Woman took 550x the usual dose of LSD, with surprisingly positive consequences - daegloe
https://www.cnn.com/2020/02/27/health/lsd-overdoses-case-studies-wellness/index.html
======
HiLoRanger
No, LSD doesn't cure bipolar disorder.

I have bipolar disorder. I have taken LSD. It didn't cure me. I have met other
bipolar people in treatment. A lot of them have taken LSD, some of them in
huge amounts (e.g. while manic, when "no" is temporarily removed from your
vocabulary) and as far as I can tell, the ones who have taken the most acid
have the worst problems: more frequent cycling, higher highs, lower lows, more
agitated depression (very bad because it can cause suicide), and more frequent
loss of contact with reality.

And the article is pretty insensitive about bipolar disorder in general. It
says literally nothing about what it's like to have it, or how to cope with
it, or that you can lead a relatively normal life in spite of it.
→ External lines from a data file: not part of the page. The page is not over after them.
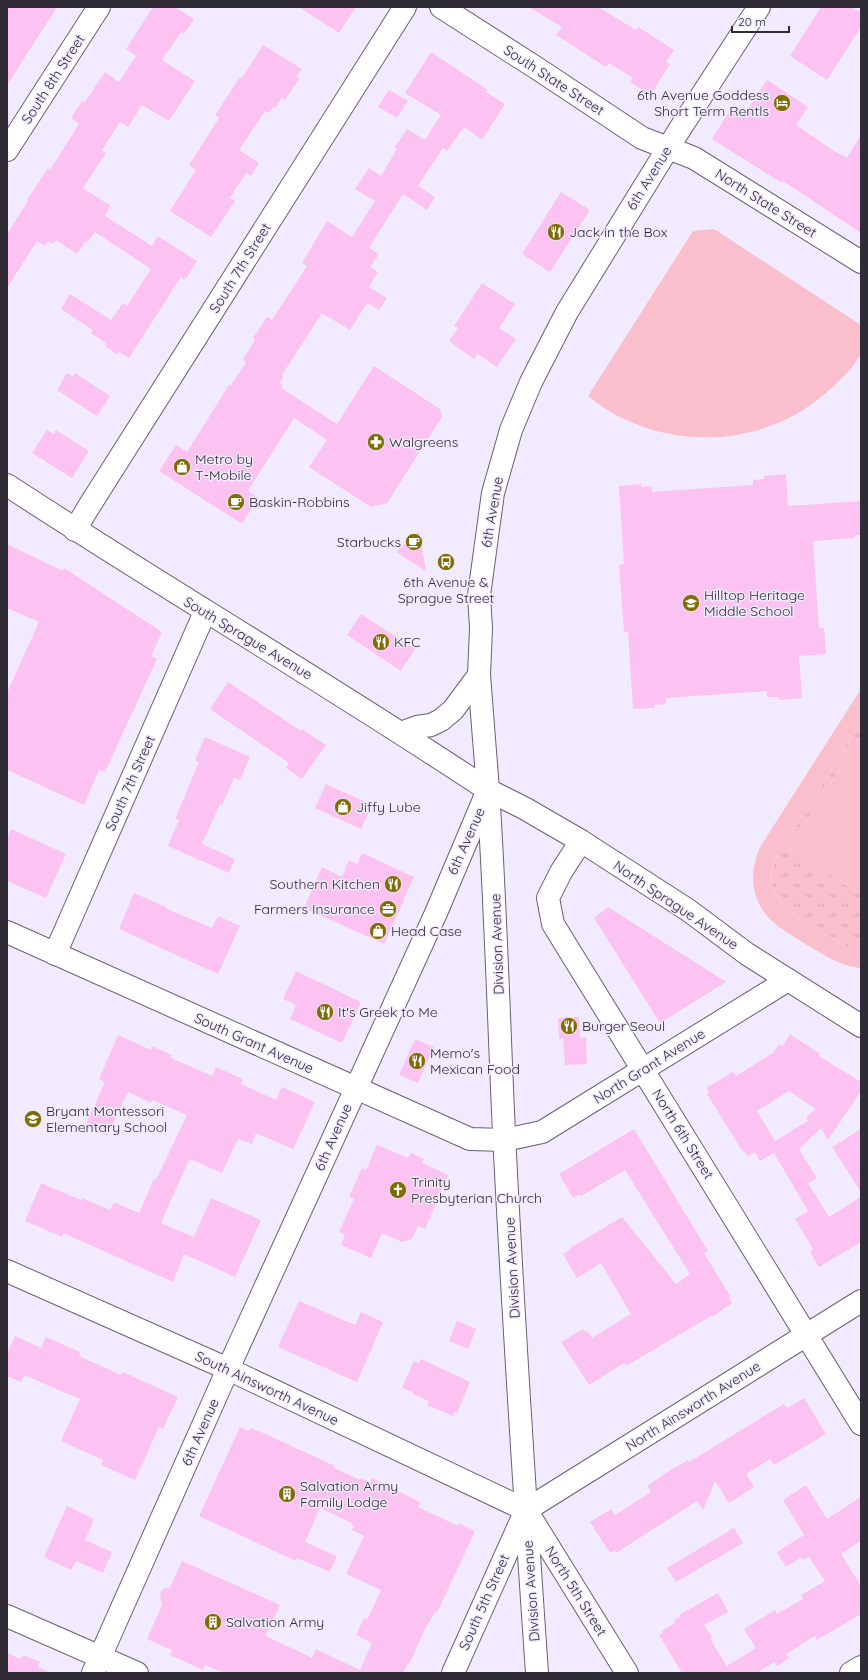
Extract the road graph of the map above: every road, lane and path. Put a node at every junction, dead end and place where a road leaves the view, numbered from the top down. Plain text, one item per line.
1 (99, 7) edge
2 (405, 7) edge
3 (441, 7) edge
4 (760, 7) edge
5 (9, 144) edge
6 (668, 149) junction
7 (861, 262) edge
8 (7, 485) edge
9 (75, 530) junction
10 (205, 612) junction
11 (478, 675) junction
12 (401, 733) junction
13 (488, 790) junction
14 (581, 841) junction
15 (7, 932) edge
16 (55, 954) junction
17 (788, 980) junction
18 (861, 1026) edge
19 (644, 1070) junction
20 (356, 1089) junction
21 (505, 1140) junction
22 (7, 1271) edge
23 (861, 1301) edge
24 (806, 1335) junction
25 (228, 1369) junction
26 (861, 1424) edge
27 (526, 1510) junction
28 (7, 1616) edge
29 (97, 1665) edge
30 (861, 1667) edge
31 (137, 1673) edge
32 (453, 1673) edge
33 (537, 1673) edge
34 (627, 1673) edge
35 (851, 1673) edge

1 - 5 street, South 8th Street
2 - 9 street, South 7th Street
3 - 6 street, South State Street
4 - 6 street, 6th Avenue
6 - 7 street, North State Street
6 - 11 street, 6th Avenue
8 - 9 street, South Sprague Avenue
9 - 10 street, South Sprague Avenue
10 - 12 street, South Sprague Avenue
10 - 16 street, South 7th Street
11 - 12 street
11 - 13 street, 6th Avenue
12 - 13 street, South Sprague Avenue
13 - 14 street, North Sprague Avenue
13 - 20 street, 6th Avenue
13 - 21 street, Division Avenue
14 - 17 street, North Sprague Avenue
14 - 19 street, North 6th Street
15 - 16 street, South Grant Avenue
16 - 20 street, South Grant Avenue
17 - 18 street, North Sprague Avenue
17 - 19 street, North Grant Avenue
19 - 21 street, North Grant Avenue
19 - 24 street, North 6th Street
20 - 21 street, South Grant Avenue
20 - 25 street, 6th Avenue
21 - 27 street, Division Avenue
22 - 25 street, South Ainsworth Avenue
23 - 24 street, North Ainsworth Avenue
24 - 26 street, North 6th Street
24 - 27 street, North Ainsworth Avenue
25 - 27 street, South Ainsworth Avenue
25 - 29 street, 6th Avenue
27 - 32 street, South 5th Street
27 - 33 street, Division Avenue
27 - 34 street, North 5th Street
28 - 29 street
29 - 31 street
30 - 35 street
It certainly
says nothing about the good parts to having bipolar disorder, that the disease
imparts certain talents, and that some bipolar people would opt not to cure
themselves if they had the choice.

In the article bipolar disorder is just this generic bad thing that sets the
stage for the healing power of acid.

Frankly, my life, and the lives of the other people I've met, are just a lot
more interesting than that.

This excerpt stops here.